If your small firm is rejected for a bank loan in Britain next year, consider hearing out the bank’s entire response: There are alternatives. A British government scheme that requires banks to refer small firms rejected for loans to alternative finance providers is expected to be underway by next year, noted the managing director of the British Business Bank, Andrew van der Lem, in a recent Reuters story. The Business Bank supports lending to small- and medium-size firms.
On Tuesday, the Business Bank said that “it was inviting potential partners to apply to run online platforms that will put referred businesses in front of alternative finance providers,” according to the Reuters story.
Van der Lem noted,
We will definitely want to have something in place by 2016. The banks need to implement it and we need to get the systems right. It’s better that the system is implemented well than we rush it.

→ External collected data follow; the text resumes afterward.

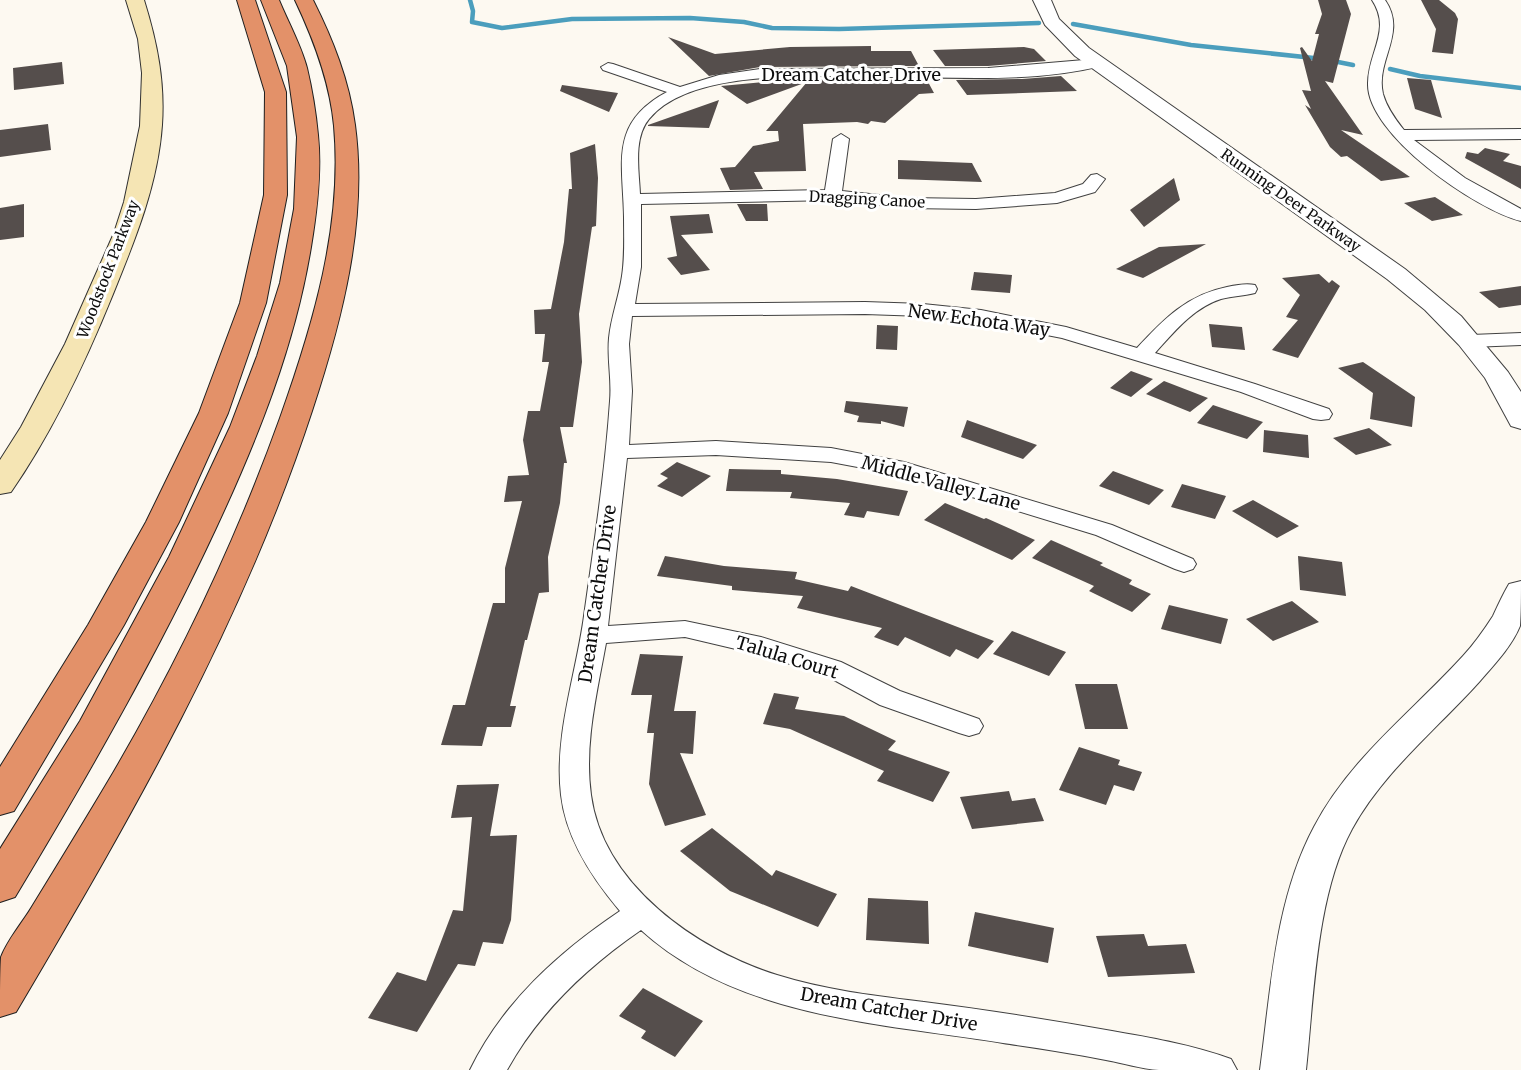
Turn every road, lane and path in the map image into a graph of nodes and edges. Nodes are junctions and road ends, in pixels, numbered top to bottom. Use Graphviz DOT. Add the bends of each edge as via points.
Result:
graph roads {
  1 [pos="135,0"];
  2 [pos="246,0"];
  3 [pos="270,0"];
  4 [pos="304,0"];
  5 [pos="1042,0"];
  6 [pos="1378,0"];
  7 [pos="1096,63"];
  8 [pos="608,67"];
  9 [pos="681,92"];
  10 [pos="1521,134"];
  11 [pos="1402,135"];
  12 [pos="841,139"];
  13 [pos="1097,179"];
  14 [pos="833,195"];
  15 [pos="632,199"];
  16 [pos="1521,216"];
  17 [pos="1248,289"];
  18 [pos="625,310"];
  19 [pos="1521,339"];
  20 [pos="1471,341"];
  21 [pos="1140,357"];
  22 [pos="1321,414"];
  23 [pos="1521,420"];
  24 [pos="615,452"];
  25 [pos="0,485"];
  26 [pos="1184,564"];
  27 [pos="1521,591"];
  28 [pos="595,634"];
  29 [pos="969,726"];
  30 [pos="0,800"];
  31 [pos="0,885"];
  32 [pos="641,913"];
  33 [pos="0,998"];
  34 [pos="488,1070"];
  35 [pos="1219,1070"];
  36 [pos="1283,1070"];
  1 -- 25 [label="main road, Woodstock Parkway" via="152,73 151,126 136,202 79,344 36,427"];
  2 -- 30 [label="highway" via="272,67 280,147 266,255 239,349 212,416 163,517 90,651"];
  3 -- 31 [label="highway" via="288,38 304,99 308,136 303,222 279,332 256,400 212,503 150,631 76,764"];
  4 -- 33 [label="highway" via="334,72 346,145 340,254 326,324 288,444 228,589 97,841"];
  5 -- 7 [label="street, Running Deer Parkway" via="1056,28"];
  6 -- 11 [label="street" via="1387,11 1388,24 1376,65 1376,96"];
  7 -- 9 [label="street, Dream Catcher Drive" via="1001,73 773,72"];
  7 -- 20 [label="street, Running Deer Parkway" via="1396,274"];
  8 -- 9 [label="street"];
  9 -- 15 [label="street, Dream Catcher Drive" via="646,112 634,130"];
  10 -- 11 [label="street"];
  11 -- 16 [label="street" via="1456,180"];
  12 -- 14 [label="street"];
  13 -- 14 [label="street, Dragging Canoe" via="1089,188 1058,198 976,204 907,203"];
  14 -- 15 [label="street, Dragging Canoe"];
  15 -- 18 [label="street, Dream Catcher Drive" via="632,270"];
  17 -- 21 [label="street" via="1202,300 1181,315"];
  18 -- 21 [label="street, New Echota Way" via="923,310 1038,326"];
  18 -- 24 [label="street, Dream Catcher Drive" via="619,336 621,397"];
  19 -- 20 [label="street"];
  20 -- 23 [label="street, Running Deer Parkway" via="1499,379"];
  21 -- 22 [label="street, New Echota Way"];
  24 -- 26 [label="street, Middle Valley Lane" via="716,448 819,454 904,469 1104,530"];
  24 -- 28 [label="street, Dream Catcher Drive"];
  27 -- 36 [label="street" via="1500,631 1378,766 1332,830 1305,918"];
  28 -- 29 [label="street, Talula Court" via="685,629 761,646 832,668 890,698"];
  28 -- 32 [label="street, Dream Catcher Drive" via="573,750 577,804 595,853"];
  32 -- 34 [label="street" via="587,950 542,992 523,1014"];
  32 -- 35 [label="street, Dream Catcher Drive" via="699,954 775,989 862,1009 1107,1044"];
}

The government is attempting to promote lending to small businesses, many of which were left out after Britain’s largest banks scaled back lending to boost capital and comply with stricter regulatory rules in place after the financial crisis of 2007-09.
Last year, Britain’s finance ministry said that it would require this scheme for 10 banks. Four of the 10–Royal Bank of Scotland, Barclays, Lloyds Banking Group and HSBC–are the current providers of about 90 percent of business loans, but peer-to-peer lending platforms like Funding Circle and MarketInvoice have potential to give them a run for their money. And this year, the alternative finance market is predicted to more than double.